*** DATA SECTION ***

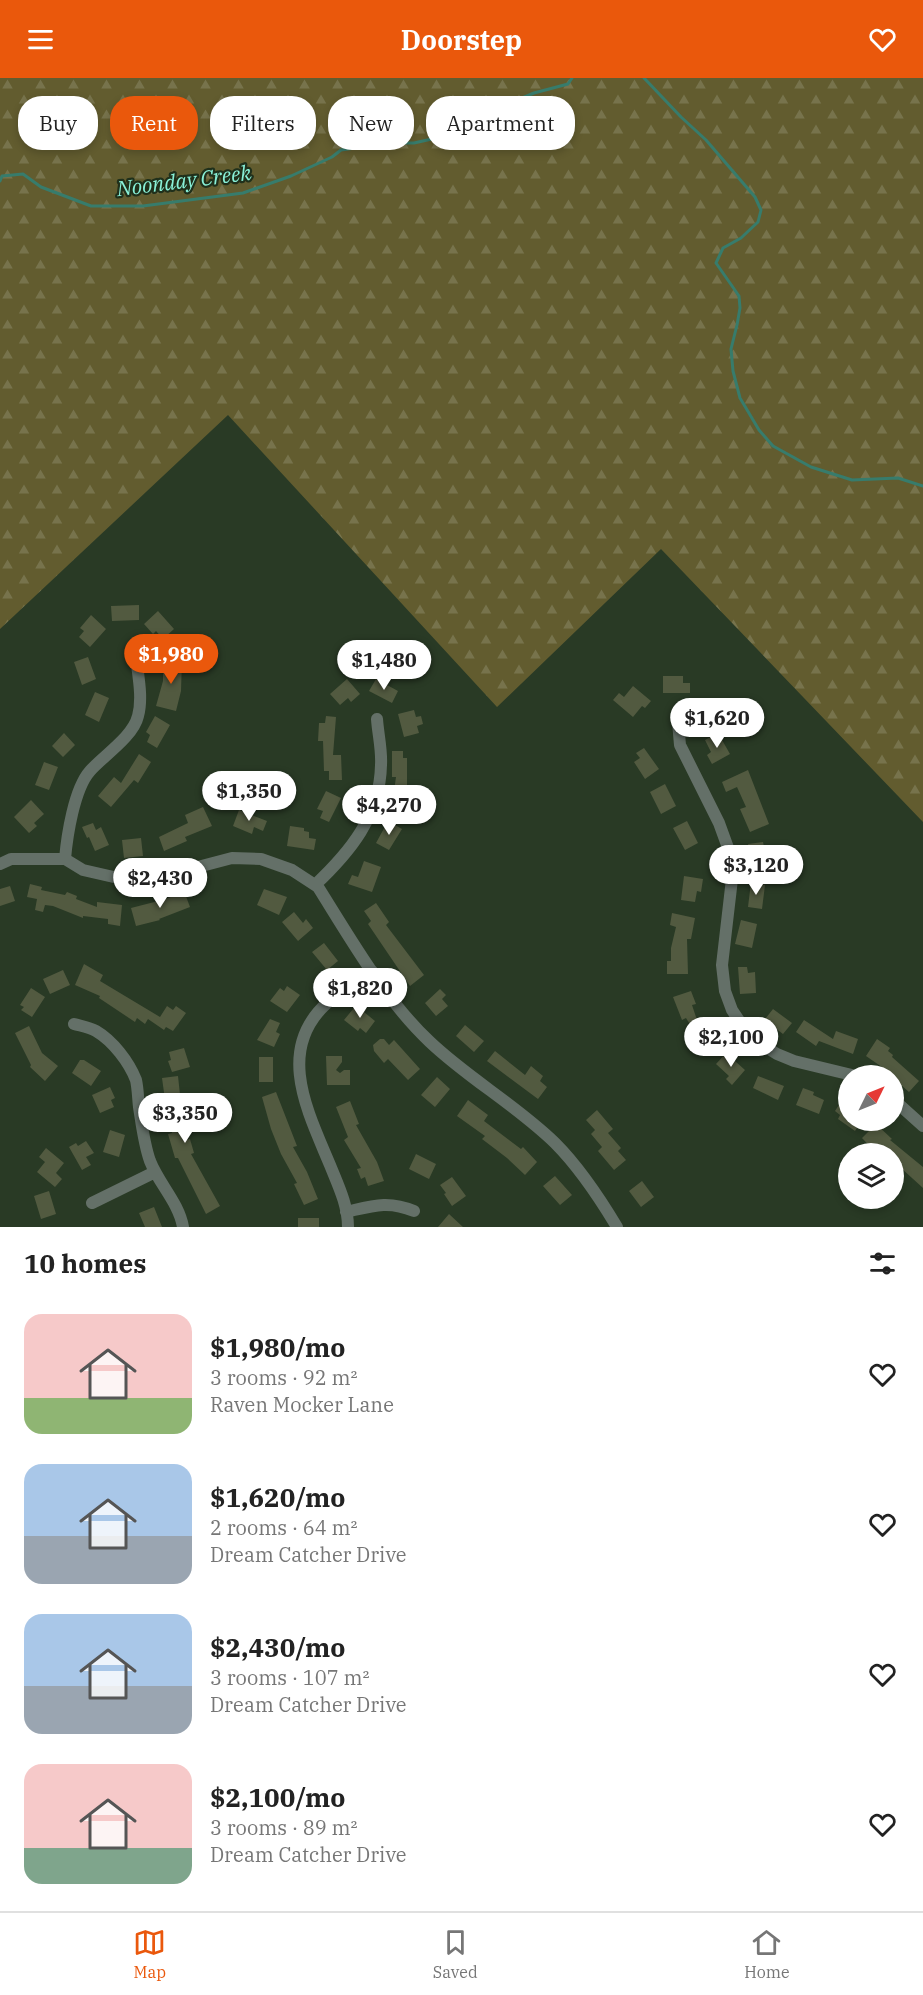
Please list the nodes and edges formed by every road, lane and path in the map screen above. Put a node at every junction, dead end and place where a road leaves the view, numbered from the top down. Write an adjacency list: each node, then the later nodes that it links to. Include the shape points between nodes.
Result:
1 (136, 657): 4 (street, via 138,719 83,781)
2 (377, 719): 6 (street, via 381,766 375,805 364,829)
3 (678, 722): 9 (street, via 680,745 731,856 722,965 732,1010 744,1028 777,1054)
4 (65, 859): 5 (street, via 11,859); 6 (street, via 83,870 118,878 156,878 232,858 261,859 292,870)
5 (0, 864)
6 (315, 885): 7 (street)
7 (372, 971): 15 (street, via 319,1011 300,1052 304,1096); 18 (street, via 429,1041 539,1129 570,1159)
8 (74, 1024): 12 (street, via 94,1030 105,1039 132,1072 145,1144)
9 (838, 1072)
10 (904, 1109): 11 (street)
11 (923, 1126)
12 (155, 1172): 13 (street); 16 (street)
13 (92, 1203)
14 (414, 1211): 15 (street, via 388,1204)
15 (346, 1212): 17 (street)
16 (183, 1227)
17 (348, 1227)
18 (617, 1227)

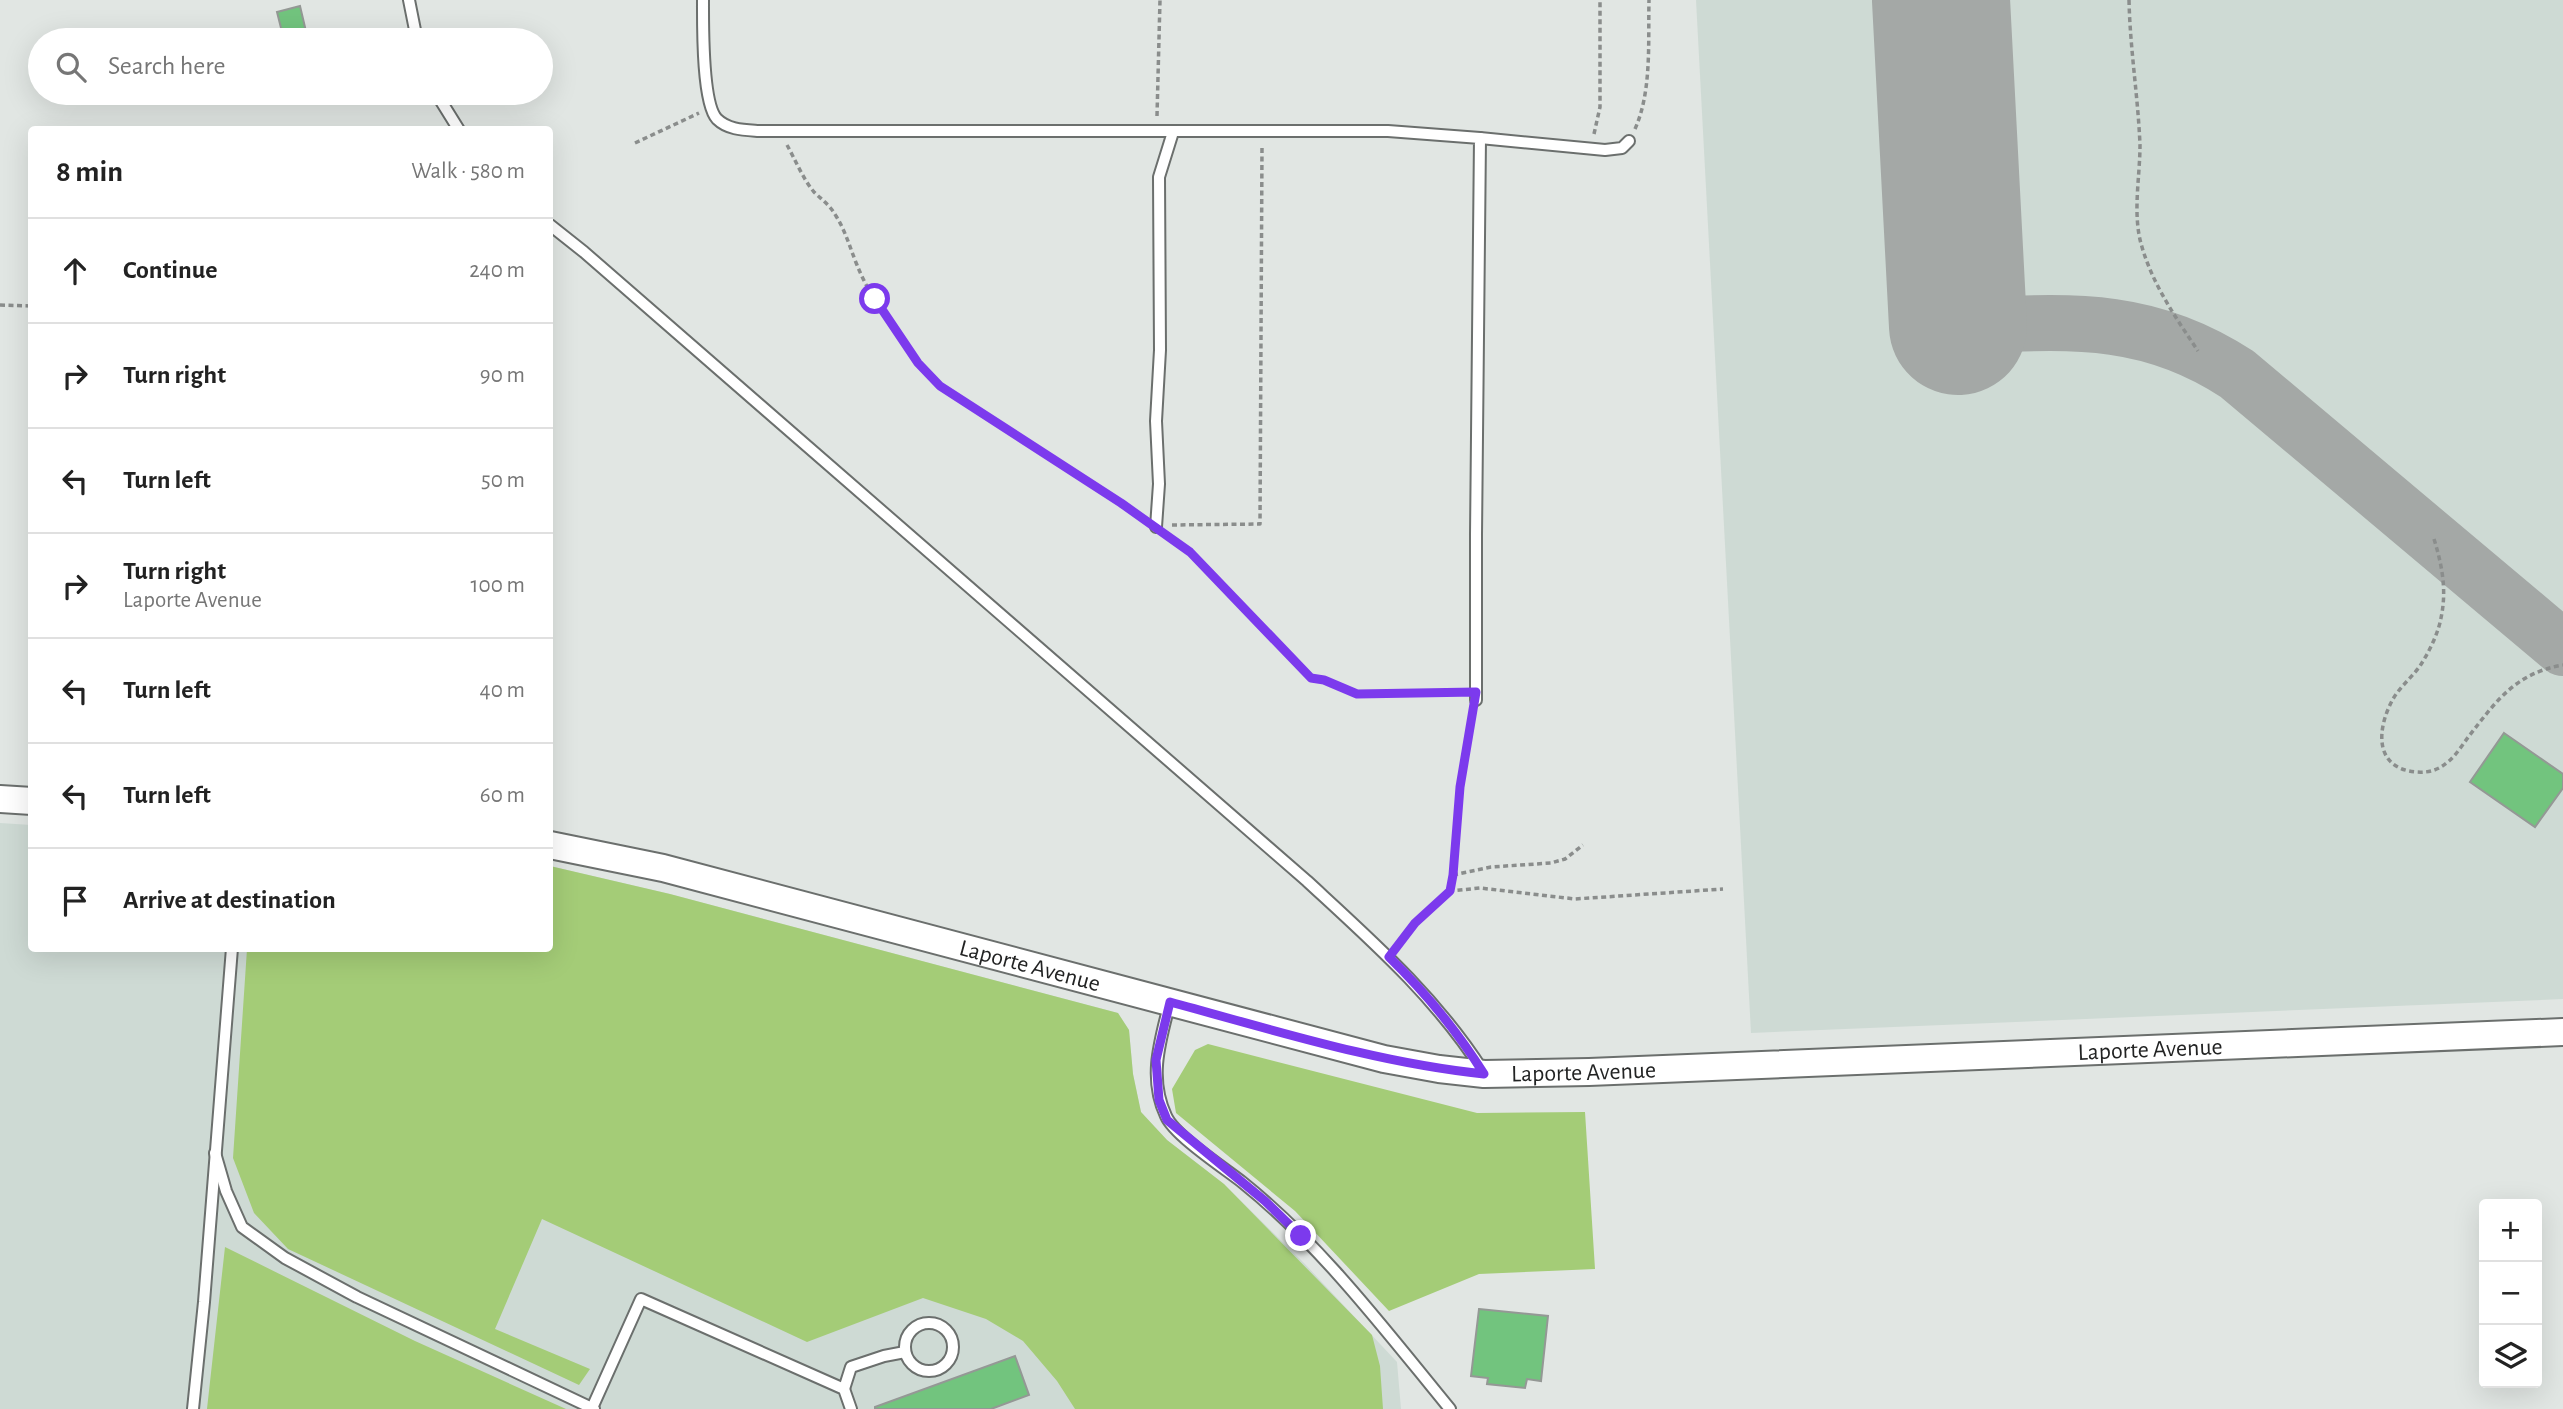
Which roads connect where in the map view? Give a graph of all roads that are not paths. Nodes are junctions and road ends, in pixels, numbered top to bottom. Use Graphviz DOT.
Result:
graph roads {
  1 [pos="409,0"];
  2 [pos="703,0"];
  3 [pos="414,28"];
  4 [pos="443,105"];
  5 [pos="457,126"];
  6 [pos="1173,132"];
  7 [pos="1480,138"];
  8 [pos="1629,141"];
  9 [pos="553,227"];
  10 [pos="1156,527"];
  11 [pos="1476,696"];
  12 [pos="0,799"];
  13 [pos="28,801"];
  14 [pos="553,846"];
  15 [pos="232,952"];
  16 [pos="1170,1002"];
  17 [pos="2563,1032"];
  18 [pos="1484,1074"];
  19 [pos="215,1153"];
  20 [pos="905,1352"];
  21 [pos="844,1389"];
  22 [pos="593,1408"];
  23 [pos="193,1409"];
  24 [pos="851,1409"];
  25 [pos="1450,1409"];
  1 -- 3 [label="lane"];
  2 -- 6 [label="lane"];
  4 -- 5 [label="lane"];
  6 -- 7 [label="lane"];
  6 -- 10 [label="lane"];
  7 -- 8 [label="lane"];
  7 -- 11 [label="lane"];
  9 -- 18 [label="lane"];
  12 -- 13 [label="street"];
  14 -- 16 [label="street, Laporte Avenue"];
  15 -- 19 [label="lane"];
  16 -- 18 [label="street, Laporte Avenue"];
  16 -- 25 [label="lane"];
  17 -- 18 [label="street, Laporte Avenue"];
  19 -- 22 [label="lane"];
  19 -- 23 [label="lane"];
  20 -- 20 [label="lane"];
  20 -- 21 [label="lane"];
  21 -- 22 [label="lane"];
  21 -- 24 [label="lane"];
}
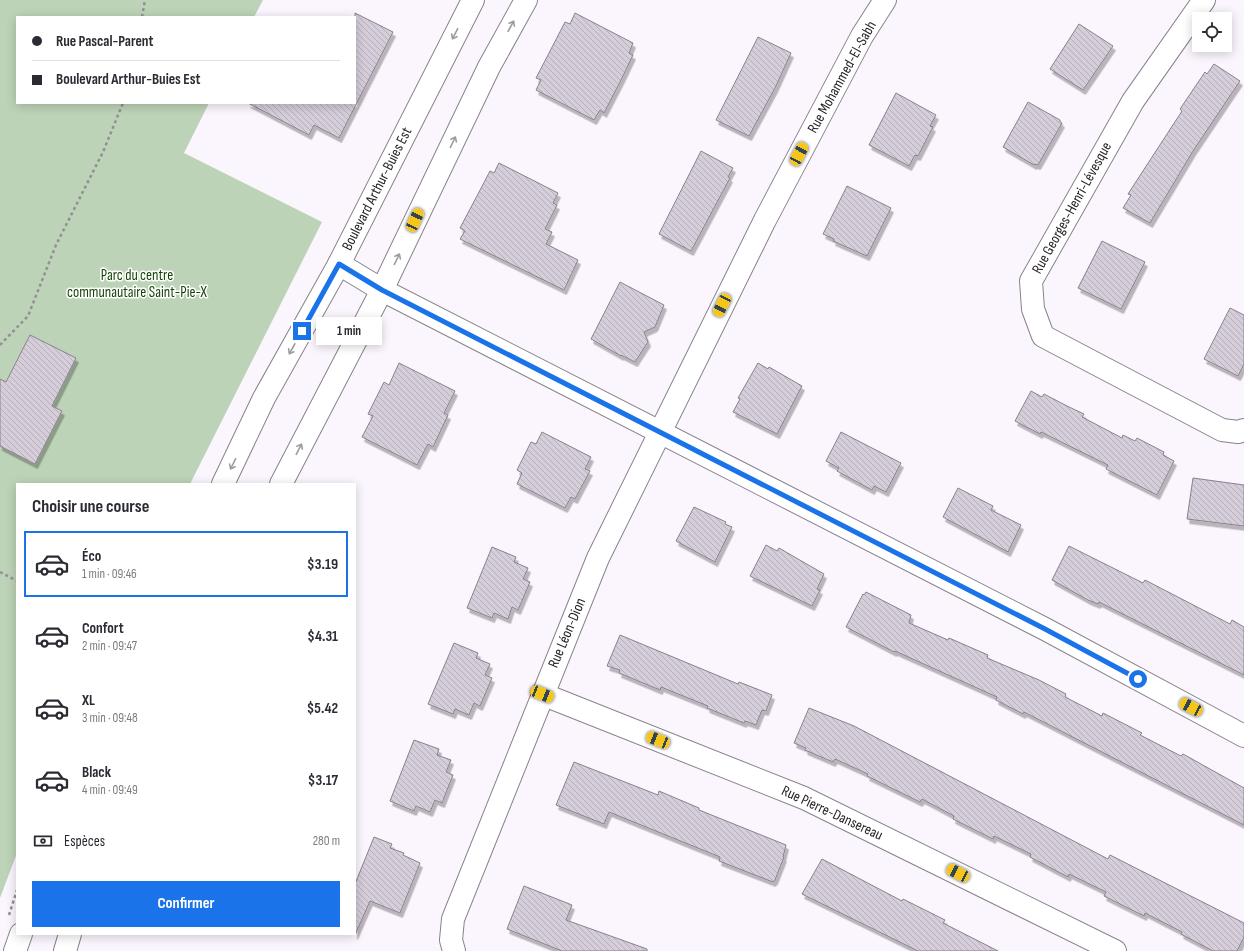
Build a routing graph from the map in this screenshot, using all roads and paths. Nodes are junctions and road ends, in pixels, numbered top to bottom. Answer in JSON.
{"nodes":[{"id":1,"x":144,"y":0,"type":"edge"},
{"id":2,"x":473,"y":0,"type":"edge"},
{"id":3,"x":526,"y":0,"type":"edge"},
{"id":4,"x":885,"y":0,"type":"edge"},
{"id":5,"x":1204,"y":0,"type":"edge"},
{"id":6,"x":142,"y":16,"type":"edge"},
{"id":7,"x":123,"y":104,"type":"edge"},
{"id":8,"x":339,"y":264,"type":"junction"},
{"id":9,"x":382,"y":290,"type":"junction"},
{"id":10,"x":0,"y":346,"type":"edge"},
{"id":11,"x":1244,"y":430,"type":"edge"},
{"id":12,"x":659,"y":432,"type":"junction"},
{"id":13,"x":223,"y":483,"type":"edge"},
{"id":14,"x":282,"y":483,"type":"edge"},
{"id":15,"x":0,"y":572,"type":"edge"},
{"id":16,"x":16,"y":580,"type":"edge"},
{"id":17,"x":542,"y":694,"type":"junction"},
{"id":18,"x":1244,"y":736,"type":"edge"},
{"id":19,"x":21,"y":935,"type":"edge"},
{"id":20,"x":70,"y":935,"type":"edge"},
{"id":21,"x":15,"y":951,"type":"edge"},
{"id":22,"x":65,"y":951,"type":"edge"},
{"id":23,"x":454,"y":951,"type":"edge"},
{"id":24,"x":1114,"y":951,"type":"edge"}],
"edges":[{"from":1,"to":6,"type":"path"},
{"from":2,"to":8,"type":"street","name":"Boulevard Arthur-Buies Est","one_way":true},
{"from":9,"to":3,"type":"street","one_way":true},
{"from":4,"to":12,"type":"street","name":"Rue Mohammed-El-Sabh"},
{"from":5,"to":11,"type":"street","name":"Rue Georges-Henri-Lévesque"},
{"from":7,"to":10,"type":"path"},
{"from":8,"to":9,"type":"street"},
{"from":8,"to":13,"type":"street","name":"Boulevard Arthur-Buies Est","one_way":true},
{"from":9,"to":12,"type":"street"},
{"from":14,"to":9,"type":"street","one_way":true},
{"from":12,"to":17,"type":"street","name":"Rue Léon-Dion"},
{"from":12,"to":18,"type":"street"},
{"from":15,"to":16,"type":"path"},
{"from":17,"to":23,"type":"street","name":"Rue Léon-Dion"},
{"from":17,"to":24,"type":"street","name":"Rue Pierre-Dansereau"},
{"from":19,"to":21,"type":"street"},
{"from":20,"to":22,"type":"street"}]}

*** End of DATA SECTION ***

> _WORK INSTRUCTION_
Would you reproduce each line of the material exactly, omitting the images?

> _RESPONSE BELOW_
Please list the nodes and edges formed by every road, lane and path in the map screen above. Put a node at every junction, dead end and place where a road leaves the view, numbered from the top down. Write an adjacency list: each node, then the later nodes that it links to. Include the shape points between nodes.
Result:
1 (136, 657): 4 (street, via 138,719 83,781)
2 (377, 719): 6 (street, via 381,766 375,805 364,829)
3 (678, 722): 9 (street, via 680,745 731,856 722,965 732,1010 744,1028 777,1054)
4 (65, 859): 5 (street, via 11,859); 6 (street, via 83,870 118,878 156,878 232,858 261,859 292,870)
5 (0, 864)
6 (315, 885): 7 (street)
7 (372, 971): 15 (street, via 319,1011 300,1052 304,1096); 18 (street, via 429,1041 539,1129 570,1159)
8 (74, 1024): 12 (street, via 94,1030 105,1039 132,1072 145,1144)
9 (838, 1072)
10 (904, 1109): 11 (street)
11 (923, 1126)
12 (155, 1172): 13 (street); 16 (street)
13 (92, 1203)
14 (414, 1211): 15 (street, via 388,1204)
15 (346, 1212): 17 (street)
16 (183, 1227)
17 (348, 1227)
18 (617, 1227)

Which roads connect where in the map view? Give a graph of all roads that are not paths. Nodes are junctions and road ends, in pixels, numbered top to bottom. Use Graphviz DOT.
Result:
graph roads {
  1 [pos="409,0"];
  2 [pos="703,0"];
  3 [pos="414,28"];
  4 [pos="443,105"];
  5 [pos="457,126"];
  6 [pos="1173,132"];
  7 [pos="1480,138"];
  8 [pos="1629,141"];
  9 [pos="553,227"];
  10 [pos="1156,527"];
  11 [pos="1476,696"];
  12 [pos="0,799"];
  13 [pos="28,801"];
  14 [pos="553,846"];
  15 [pos="232,952"];
  16 [pos="1170,1002"];
  17 [pos="2563,1032"];
  18 [pos="1484,1074"];
  19 [pos="215,1153"];
  20 [pos="905,1352"];
  21 [pos="844,1389"];
  22 [pos="593,1408"];
  23 [pos="193,1409"];
  24 [pos="851,1409"];
  25 [pos="1450,1409"];
  1 -- 3 [label="lane"];
  2 -- 6 [label="lane"];
  4 -- 5 [label="lane"];
  6 -- 7 [label="lane"];
  6 -- 10 [label="lane"];
  7 -- 8 [label="lane"];
  7 -- 11 [label="lane"];
  9 -- 18 [label="lane"];
  12 -- 13 [label="street"];
  14 -- 16 [label="street, Laporte Avenue"];
  15 -- 19 [label="lane"];
  16 -- 18 [label="street, Laporte Avenue"];
  16 -- 25 [label="lane"];
  17 -- 18 [label="street, Laporte Avenue"];
  19 -- 22 [label="lane"];
  19 -- 23 [label="lane"];
  20 -- 20 [label="lane"];
  20 -- 21 [label="lane"];
  21 -- 22 [label="lane"];
  21 -- 24 [label="lane"];
}
Build a routing graph from the map in this screenshot, using all roads and paths. Nodes are junctions and road ends, in pixels, numbered top to bottom. Answer in JSON.
{"nodes":[{"id":1,"x":144,"y":0,"type":"edge"},
{"id":2,"x":473,"y":0,"type":"edge"},
{"id":3,"x":526,"y":0,"type":"edge"},
{"id":4,"x":885,"y":0,"type":"edge"},
{"id":5,"x":1204,"y":0,"type":"edge"},
{"id":6,"x":142,"y":16,"type":"edge"},
{"id":7,"x":123,"y":104,"type":"edge"},
{"id":8,"x":339,"y":264,"type":"junction"},
{"id":9,"x":382,"y":290,"type":"junction"},
{"id":10,"x":0,"y":346,"type":"edge"},
{"id":11,"x":1244,"y":430,"type":"edge"},
{"id":12,"x":659,"y":432,"type":"junction"},
{"id":13,"x":223,"y":483,"type":"edge"},
{"id":14,"x":282,"y":483,"type":"edge"},
{"id":15,"x":0,"y":572,"type":"edge"},
{"id":16,"x":16,"y":580,"type":"edge"},
{"id":17,"x":542,"y":694,"type":"junction"},
{"id":18,"x":1244,"y":736,"type":"edge"},
{"id":19,"x":21,"y":935,"type":"edge"},
{"id":20,"x":70,"y":935,"type":"edge"},
{"id":21,"x":15,"y":951,"type":"edge"},
{"id":22,"x":65,"y":951,"type":"edge"},
{"id":23,"x":454,"y":951,"type":"edge"},
{"id":24,"x":1114,"y":951,"type":"edge"}],
"edges":[{"from":1,"to":6,"type":"path"},
{"from":2,"to":8,"type":"street","name":"Boulevard Arthur-Buies Est","one_way":true},
{"from":9,"to":3,"type":"street","one_way":true},
{"from":4,"to":12,"type":"street","name":"Rue Mohammed-El-Sabh"},
{"from":5,"to":11,"type":"street","name":"Rue Georges-Henri-Lévesque"},
{"from":7,"to":10,"type":"path"},
{"from":8,"to":9,"type":"street"},
{"from":8,"to":13,"type":"street","name":"Boulevard Arthur-Buies Est","one_way":true},
{"from":9,"to":12,"type":"street"},
{"from":14,"to":9,"type":"street","one_way":true},
{"from":12,"to":17,"type":"street","name":"Rue Léon-Dion"},
{"from":12,"to":18,"type":"street"},
{"from":15,"to":16,"type":"path"},
{"from":17,"to":23,"type":"street","name":"Rue Léon-Dion"},
{"from":17,"to":24,"type":"street","name":"Rue Pierre-Dansereau"},
{"from":19,"to":21,"type":"street"},
{"from":20,"to":22,"type":"street"}]}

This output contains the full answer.